- ABOUT THIS TASK -
Search the material for the word "Камышенское" and report each line where it turns up.

- DATA PROVIDED -
^^^^
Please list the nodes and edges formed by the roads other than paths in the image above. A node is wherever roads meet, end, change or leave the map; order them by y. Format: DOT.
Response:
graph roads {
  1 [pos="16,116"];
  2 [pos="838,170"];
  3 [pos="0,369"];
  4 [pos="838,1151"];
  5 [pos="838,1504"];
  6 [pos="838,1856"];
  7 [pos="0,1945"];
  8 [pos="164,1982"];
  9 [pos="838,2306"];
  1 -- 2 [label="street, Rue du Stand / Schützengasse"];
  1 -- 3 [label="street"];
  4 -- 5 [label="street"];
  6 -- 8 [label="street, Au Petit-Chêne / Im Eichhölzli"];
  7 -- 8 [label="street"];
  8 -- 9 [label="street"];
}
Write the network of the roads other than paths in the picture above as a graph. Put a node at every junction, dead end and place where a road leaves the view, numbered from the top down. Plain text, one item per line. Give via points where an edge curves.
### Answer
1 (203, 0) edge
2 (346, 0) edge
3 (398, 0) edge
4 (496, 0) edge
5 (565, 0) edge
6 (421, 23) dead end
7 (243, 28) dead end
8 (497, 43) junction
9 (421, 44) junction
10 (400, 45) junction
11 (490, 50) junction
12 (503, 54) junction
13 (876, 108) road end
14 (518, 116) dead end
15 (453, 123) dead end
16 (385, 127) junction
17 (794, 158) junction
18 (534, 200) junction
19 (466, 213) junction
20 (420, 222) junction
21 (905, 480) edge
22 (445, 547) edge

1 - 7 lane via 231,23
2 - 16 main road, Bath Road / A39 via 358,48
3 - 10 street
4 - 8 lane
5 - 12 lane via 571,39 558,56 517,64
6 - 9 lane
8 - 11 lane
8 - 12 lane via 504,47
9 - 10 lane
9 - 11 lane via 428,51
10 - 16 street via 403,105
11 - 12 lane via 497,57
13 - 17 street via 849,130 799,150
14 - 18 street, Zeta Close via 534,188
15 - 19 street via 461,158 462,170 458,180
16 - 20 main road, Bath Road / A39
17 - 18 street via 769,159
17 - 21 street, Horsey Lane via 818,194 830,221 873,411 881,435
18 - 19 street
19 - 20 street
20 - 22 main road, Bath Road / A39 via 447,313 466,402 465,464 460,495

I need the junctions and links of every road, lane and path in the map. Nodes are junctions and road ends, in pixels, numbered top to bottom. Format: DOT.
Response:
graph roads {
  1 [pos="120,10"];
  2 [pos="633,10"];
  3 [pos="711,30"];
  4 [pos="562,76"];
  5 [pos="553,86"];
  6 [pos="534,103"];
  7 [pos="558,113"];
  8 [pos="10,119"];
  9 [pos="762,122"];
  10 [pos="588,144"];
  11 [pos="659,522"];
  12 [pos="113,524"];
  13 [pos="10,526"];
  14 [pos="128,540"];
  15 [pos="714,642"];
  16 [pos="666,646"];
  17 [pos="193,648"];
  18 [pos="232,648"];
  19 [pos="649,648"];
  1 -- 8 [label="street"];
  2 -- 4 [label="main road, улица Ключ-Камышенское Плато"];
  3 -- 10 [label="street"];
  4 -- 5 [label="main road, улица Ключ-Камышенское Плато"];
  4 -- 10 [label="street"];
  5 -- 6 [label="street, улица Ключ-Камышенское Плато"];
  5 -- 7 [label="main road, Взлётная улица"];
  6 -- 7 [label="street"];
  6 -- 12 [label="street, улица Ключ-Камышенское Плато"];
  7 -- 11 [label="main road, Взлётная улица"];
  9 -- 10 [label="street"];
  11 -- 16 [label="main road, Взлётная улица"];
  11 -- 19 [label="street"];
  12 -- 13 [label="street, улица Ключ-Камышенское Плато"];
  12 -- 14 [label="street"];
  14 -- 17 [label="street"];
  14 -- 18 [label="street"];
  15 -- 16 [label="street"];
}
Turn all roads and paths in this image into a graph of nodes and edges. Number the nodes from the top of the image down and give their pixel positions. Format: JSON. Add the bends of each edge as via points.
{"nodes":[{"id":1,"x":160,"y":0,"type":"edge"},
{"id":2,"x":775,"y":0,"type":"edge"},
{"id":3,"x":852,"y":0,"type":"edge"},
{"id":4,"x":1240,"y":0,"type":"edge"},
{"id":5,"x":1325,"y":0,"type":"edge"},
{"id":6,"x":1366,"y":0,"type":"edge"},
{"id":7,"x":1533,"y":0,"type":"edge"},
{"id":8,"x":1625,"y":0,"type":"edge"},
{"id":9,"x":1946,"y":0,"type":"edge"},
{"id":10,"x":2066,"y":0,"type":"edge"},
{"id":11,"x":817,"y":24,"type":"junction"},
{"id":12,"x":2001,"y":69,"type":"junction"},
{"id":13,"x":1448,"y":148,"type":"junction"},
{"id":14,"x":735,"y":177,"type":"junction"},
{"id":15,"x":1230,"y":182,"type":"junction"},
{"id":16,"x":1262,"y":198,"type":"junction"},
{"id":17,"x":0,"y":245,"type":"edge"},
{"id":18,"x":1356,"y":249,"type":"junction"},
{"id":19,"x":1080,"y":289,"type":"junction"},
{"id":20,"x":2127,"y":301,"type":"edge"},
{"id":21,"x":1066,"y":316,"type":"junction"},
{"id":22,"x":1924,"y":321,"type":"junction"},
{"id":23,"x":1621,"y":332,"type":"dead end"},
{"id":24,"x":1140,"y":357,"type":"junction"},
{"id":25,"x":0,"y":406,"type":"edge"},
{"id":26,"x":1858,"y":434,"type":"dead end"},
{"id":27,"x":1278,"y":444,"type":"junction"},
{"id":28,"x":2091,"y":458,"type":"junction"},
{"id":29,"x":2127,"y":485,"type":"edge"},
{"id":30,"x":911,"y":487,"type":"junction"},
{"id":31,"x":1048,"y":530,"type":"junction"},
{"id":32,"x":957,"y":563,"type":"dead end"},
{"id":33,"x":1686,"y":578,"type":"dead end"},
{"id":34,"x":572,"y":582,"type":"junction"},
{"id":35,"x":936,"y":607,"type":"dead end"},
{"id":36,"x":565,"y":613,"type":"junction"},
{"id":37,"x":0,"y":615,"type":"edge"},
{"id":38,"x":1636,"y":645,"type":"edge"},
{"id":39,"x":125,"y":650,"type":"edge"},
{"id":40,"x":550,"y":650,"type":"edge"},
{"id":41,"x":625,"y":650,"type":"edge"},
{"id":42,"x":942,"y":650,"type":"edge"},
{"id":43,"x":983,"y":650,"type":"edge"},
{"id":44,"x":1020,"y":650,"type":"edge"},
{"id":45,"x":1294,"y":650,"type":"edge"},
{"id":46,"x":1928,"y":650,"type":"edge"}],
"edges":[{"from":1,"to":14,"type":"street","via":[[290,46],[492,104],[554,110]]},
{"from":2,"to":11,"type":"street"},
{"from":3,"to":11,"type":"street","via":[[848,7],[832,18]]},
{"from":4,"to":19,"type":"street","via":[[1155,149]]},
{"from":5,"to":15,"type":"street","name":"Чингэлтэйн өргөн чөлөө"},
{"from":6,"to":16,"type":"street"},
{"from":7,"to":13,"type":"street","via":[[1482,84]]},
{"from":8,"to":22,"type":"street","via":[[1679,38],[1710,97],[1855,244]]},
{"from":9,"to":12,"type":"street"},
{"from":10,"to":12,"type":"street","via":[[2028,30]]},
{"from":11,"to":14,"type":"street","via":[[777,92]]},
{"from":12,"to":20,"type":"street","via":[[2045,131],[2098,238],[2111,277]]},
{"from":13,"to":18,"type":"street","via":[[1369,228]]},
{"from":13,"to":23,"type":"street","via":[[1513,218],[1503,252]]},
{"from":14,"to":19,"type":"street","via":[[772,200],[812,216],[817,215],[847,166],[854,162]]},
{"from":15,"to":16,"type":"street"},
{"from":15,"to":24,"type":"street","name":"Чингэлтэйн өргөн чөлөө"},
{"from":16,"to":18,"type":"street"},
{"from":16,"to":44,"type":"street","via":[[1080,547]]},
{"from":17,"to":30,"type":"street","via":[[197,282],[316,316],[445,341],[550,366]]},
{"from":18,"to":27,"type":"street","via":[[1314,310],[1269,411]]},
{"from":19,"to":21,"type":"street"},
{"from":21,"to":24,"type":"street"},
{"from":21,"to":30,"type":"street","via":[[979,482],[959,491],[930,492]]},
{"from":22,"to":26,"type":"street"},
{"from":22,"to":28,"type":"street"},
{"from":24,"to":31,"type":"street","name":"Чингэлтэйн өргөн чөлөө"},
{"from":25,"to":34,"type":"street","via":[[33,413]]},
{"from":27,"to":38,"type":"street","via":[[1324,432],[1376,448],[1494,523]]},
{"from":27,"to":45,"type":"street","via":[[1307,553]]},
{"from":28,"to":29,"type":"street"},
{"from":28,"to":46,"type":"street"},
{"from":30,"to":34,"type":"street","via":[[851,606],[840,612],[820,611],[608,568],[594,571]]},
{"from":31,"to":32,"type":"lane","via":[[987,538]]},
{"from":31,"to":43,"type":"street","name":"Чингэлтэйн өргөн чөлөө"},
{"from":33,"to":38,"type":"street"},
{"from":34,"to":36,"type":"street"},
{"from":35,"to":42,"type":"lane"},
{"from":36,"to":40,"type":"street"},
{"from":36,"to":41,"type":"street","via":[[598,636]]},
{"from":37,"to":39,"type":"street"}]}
^^^^
- RESPONSE TO THE EXERCISE -
  2 -- 4 [label="main road, улица Ключ-Камышенское Плато"];
  4 -- 5 [label="main road, улица Ключ-Камышенское Плато"];
  5 -- 6 [label="street, улица Ключ-Камышенское Плато"];
  6 -- 12 [label="street, улица Ключ-Камышенское Плато"];
  12 -- 13 [label="street, улица Ключ-Камышенское Плато"];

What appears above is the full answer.